Background Cobalamin C (cblC), a vitamin B12 processing protein, plays a crucial role in metabolism for the conversion of homocysteine to methionine and methylmalonyl-CoA to succinyl-CoA. CblC deficiency, an inborn error of cobalamin processing, is a rare cause of atypical hemolytic-uremic syndrome (aHUS) and results in hyperhomocysteinemia and methylmalonic aciduria. Both substances are thought to contribute to thrombotic microangiopathy (TMA) in cblC deficiency patients.
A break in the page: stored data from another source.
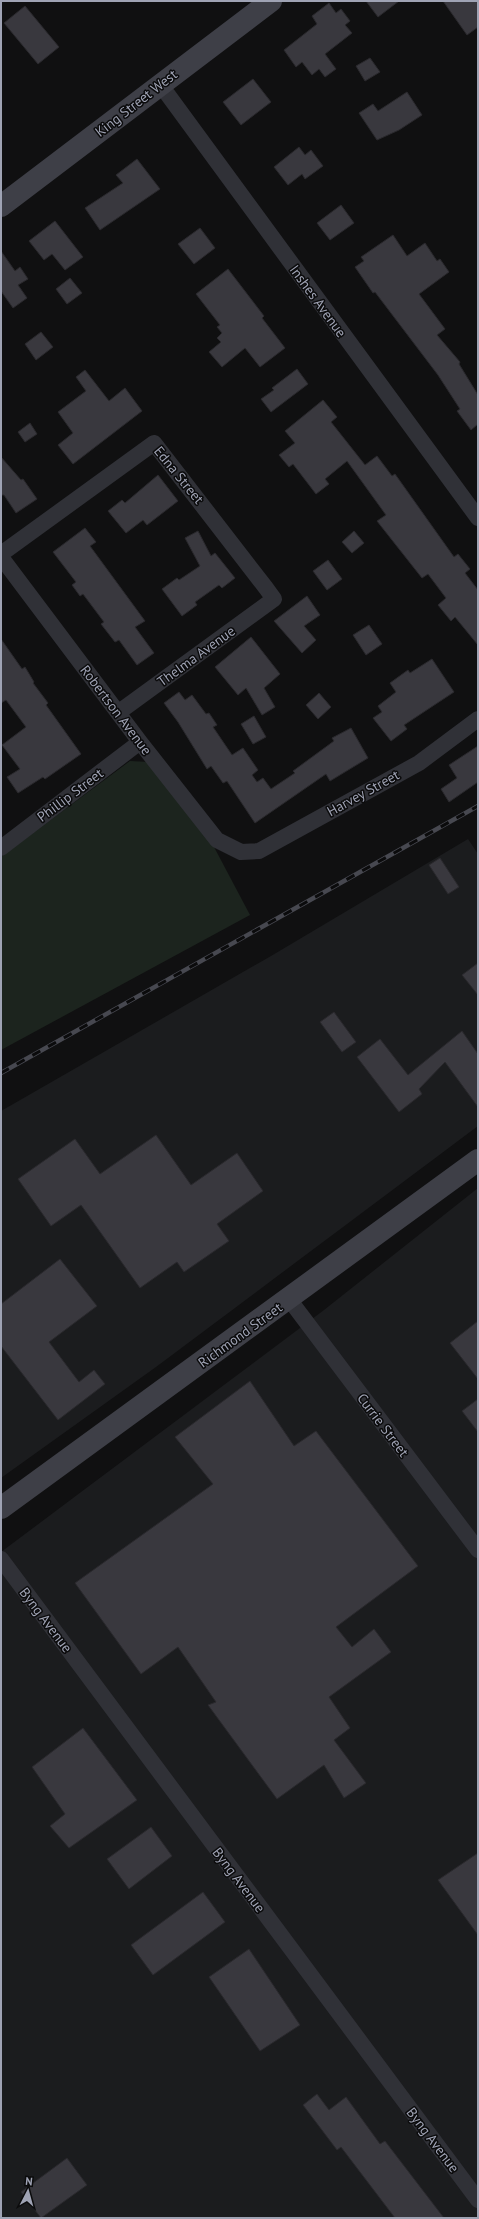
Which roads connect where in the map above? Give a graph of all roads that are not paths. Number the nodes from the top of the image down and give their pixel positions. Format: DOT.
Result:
graph roads {
  1 [pos="271,1"];
  2 [pos="160,84"];
  3 [pos="1,206"];
  4 [pos="478,518"];
  5 [pos="1,555"];
  6 [pos="274,599"];
  7 [pos="118,712"];
  8 [pos="478,719"];
  9 [pos="140,742"];
  10 [pos="1,848"];
  11 [pos="241,852"];
  12 [pos="478,1160"];
  13 [pos="289,1299"];
  14 [pos="1,1508"];
  15 [pos="478,1550"];
  16 [pos="1,1559"];
  17 [pos="478,2200"];
  1 -- 2 [label="main road, King Street West"];
  2 -- 3 [label="main road, King Street West"];
  2 -- 4 [label="street, Inshes Avenue"];
  5 -- 6 [label="street, Edna Street"];
  5 -- 7 [label="street, Robertson Avenue"];
  6 -- 7 [label="street, Thelma Avenue"];
  7 -- 9 [label="street, Robertson Avenue"];
  8 -- 11 [label="street, Harvey Street"];
  9 -- 10 [label="street, Phillip Street"];
  9 -- 11 [label="street, Robertson Avenue"];
  12 -- 13 [label="main road, Richmond Street"];
  13 -- 14 [label="main road, Richmond Street"];
  13 -- 15 [label="street, Currie Street"];
  16 -- 17 [label="street, Byng Avenue"];
}
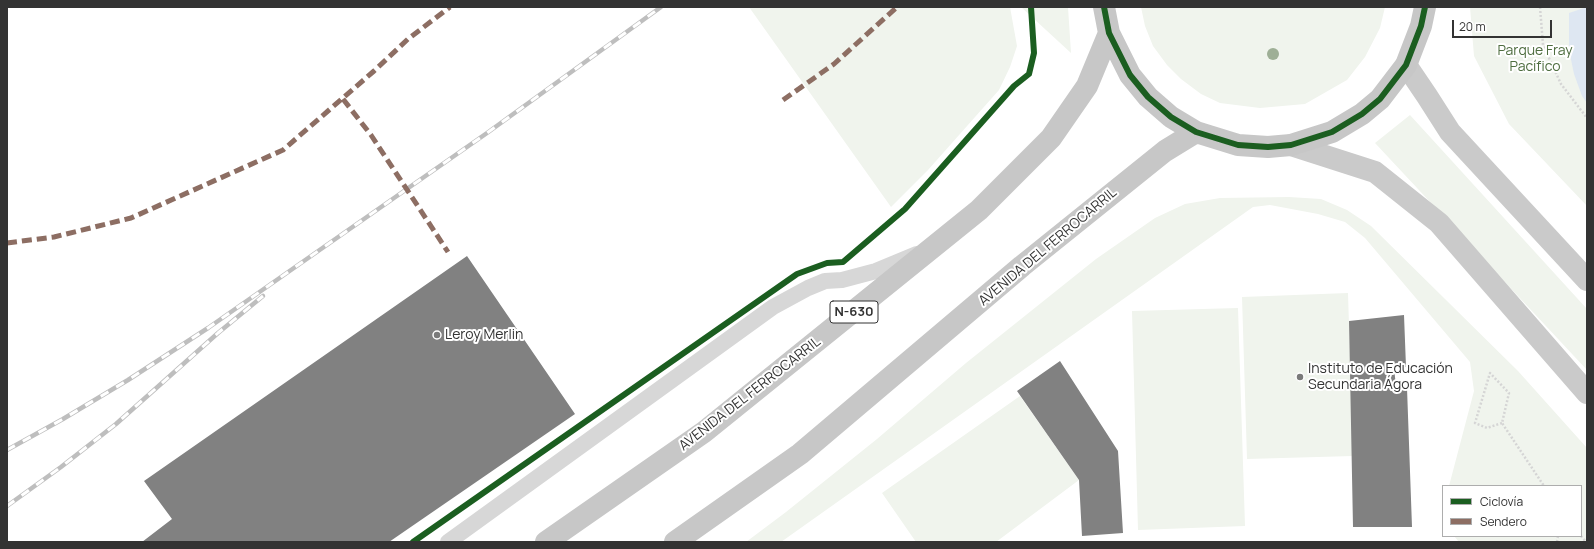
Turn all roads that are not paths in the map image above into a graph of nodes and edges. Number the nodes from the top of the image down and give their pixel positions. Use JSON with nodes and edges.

However, the roles of homocysteine and methylmalonic acid (MMA) in these patients remain unclear. We want to shed more light on the contributions of homocysteine and MMA levels as contributing factors for thrombotic microangiopathy (TMA)/aHUS by a follow-up of a cblC deficiency patient over 6 years. Case diagnosis A 27-day-old Hispanic female presented with abnormal C3-carnitine on her newborn screen, poor feeding, decreased activity, and oligouria. She was diagnosed with cblC deficiency after laboratory results revealed elevated serum homocysteine, and serum MMA along with genetic testing showing a homozygous pathogenic frameshift variant in MMACHC . The patient developed aHUS and acute kidney injury (AKI), which resolved after appropriate therapy. Over 6 years, she continued to have normal kidney function with no thrombocytopenia despite persistently elevated homocysteine and MMA levels. Conclusion We question the roles of homocysteine and MMA as causative of aHUS/TMA in cblC deficiency as they remained elevated during follow-up but did not result in aHUS/TMA or AKI. Hyperhomocysteinemia and/or MMA caused by other metabolic diseases do not result in aHUS/TMA or AKI. This suggests that other nephrotoxic factors may trigger aHUS/TMA in cblC patients.